KIeinschmidt, a Republican, was first elected to the House in 2008. He has no GOP primary opponent this year as he seeks a second term Jacobs put her name on the Democratic primary ballot Jan. 4. She does not have a Democratic opponent in the March 2 party primary.

District 17 includes Bastrop, Lee, Burleson, Fayette and Colorado County.

Jacobs heads Bastrop Cattle Co. which raises and markets organic beef. She was also a lead organizer of the 1832 Farmers Market in Bastrop. She has prior experience in politics and public affairs. She challenged Ronnie McDonald for re-election as Bastrop County Judge but subsequently helped guide one of his priority projects to completion, the Opportunity Bastrop County master plan for economic and community development.

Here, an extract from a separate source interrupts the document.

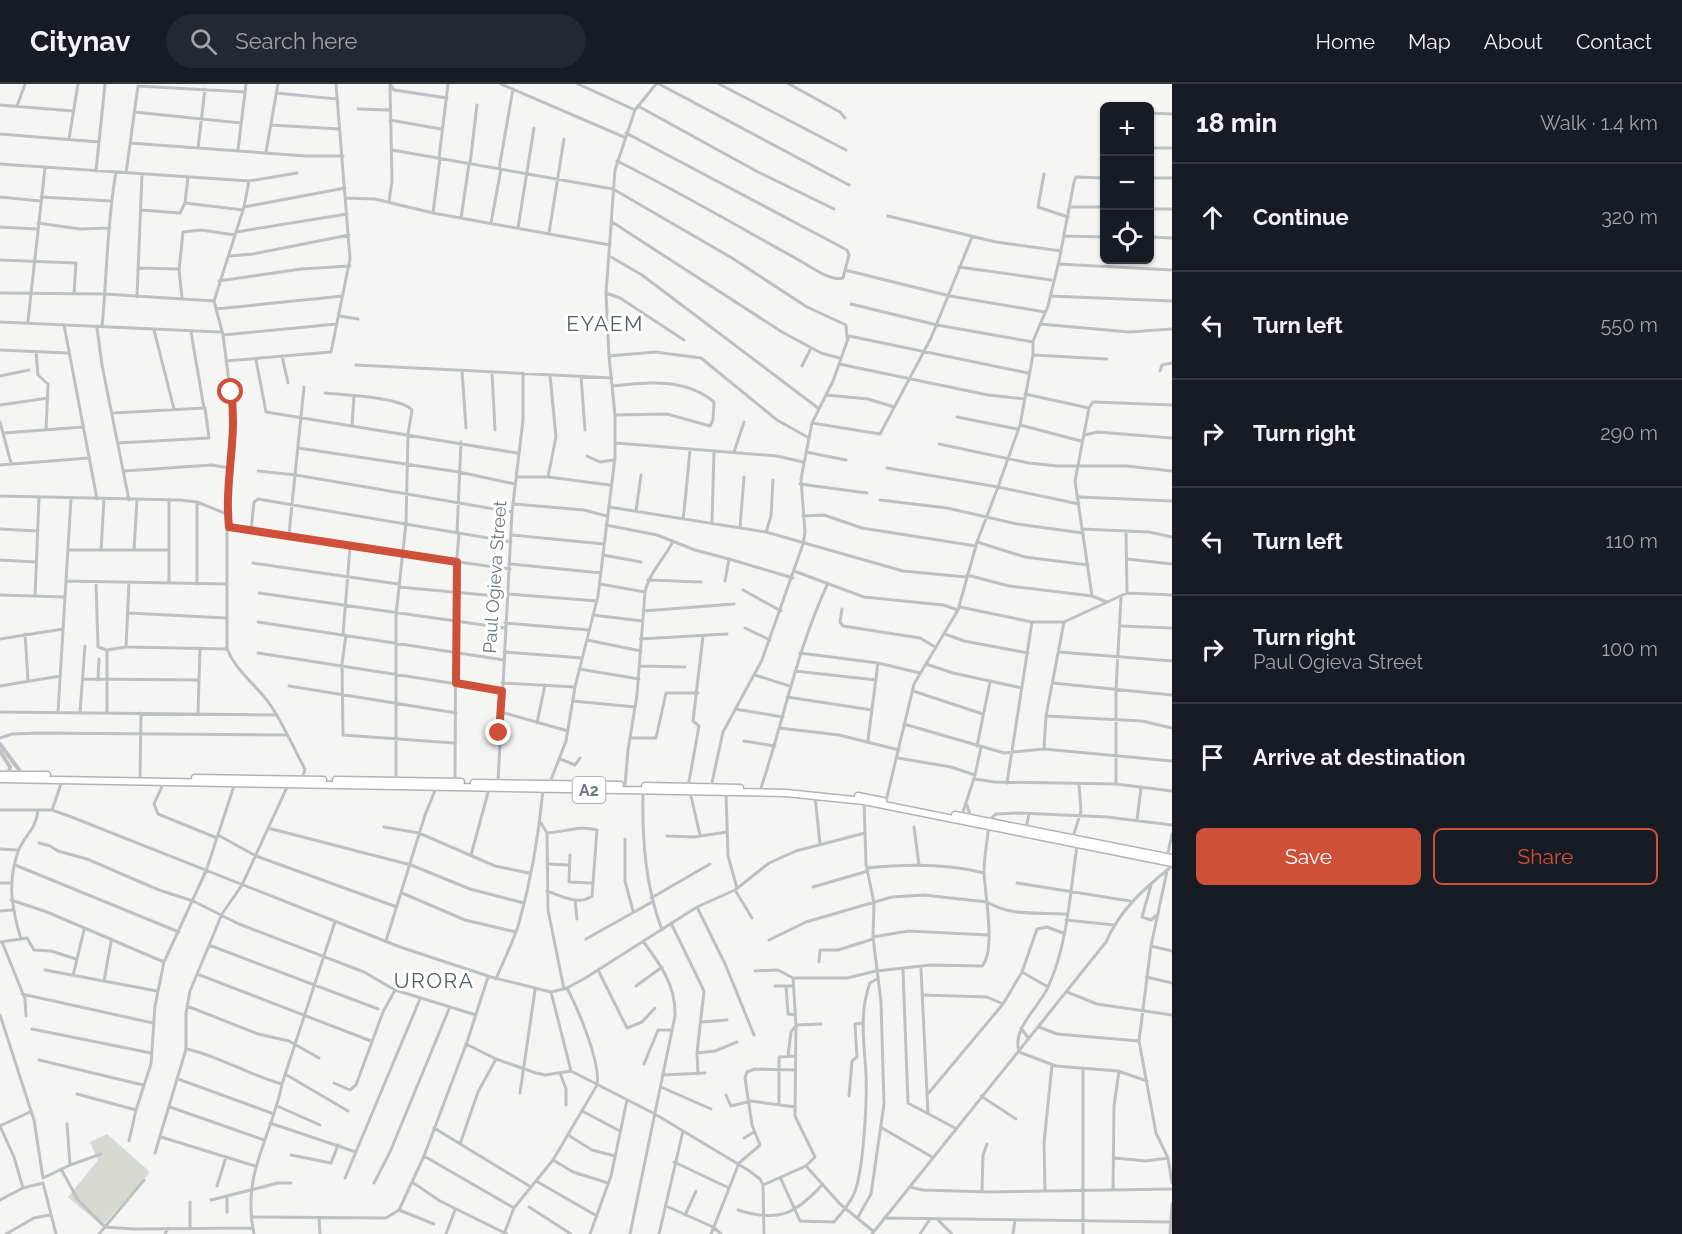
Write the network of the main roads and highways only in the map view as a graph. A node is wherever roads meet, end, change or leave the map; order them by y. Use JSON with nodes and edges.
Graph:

In an interview this week, Jacobs said her campaign themes will include education and job creation, agriculture as “a 21st century industry,” and groundwater conservation for local development needs. Local residents “should be in control of our own future,” she said.

Kleinschmidt has already sold or leased water production rights to his own property in Lee County to water marketing interests looking to export groundwater to growing urban areas, said Jacobs. “We should keep our own water and kids” rather than exporting them to urban centers, she said.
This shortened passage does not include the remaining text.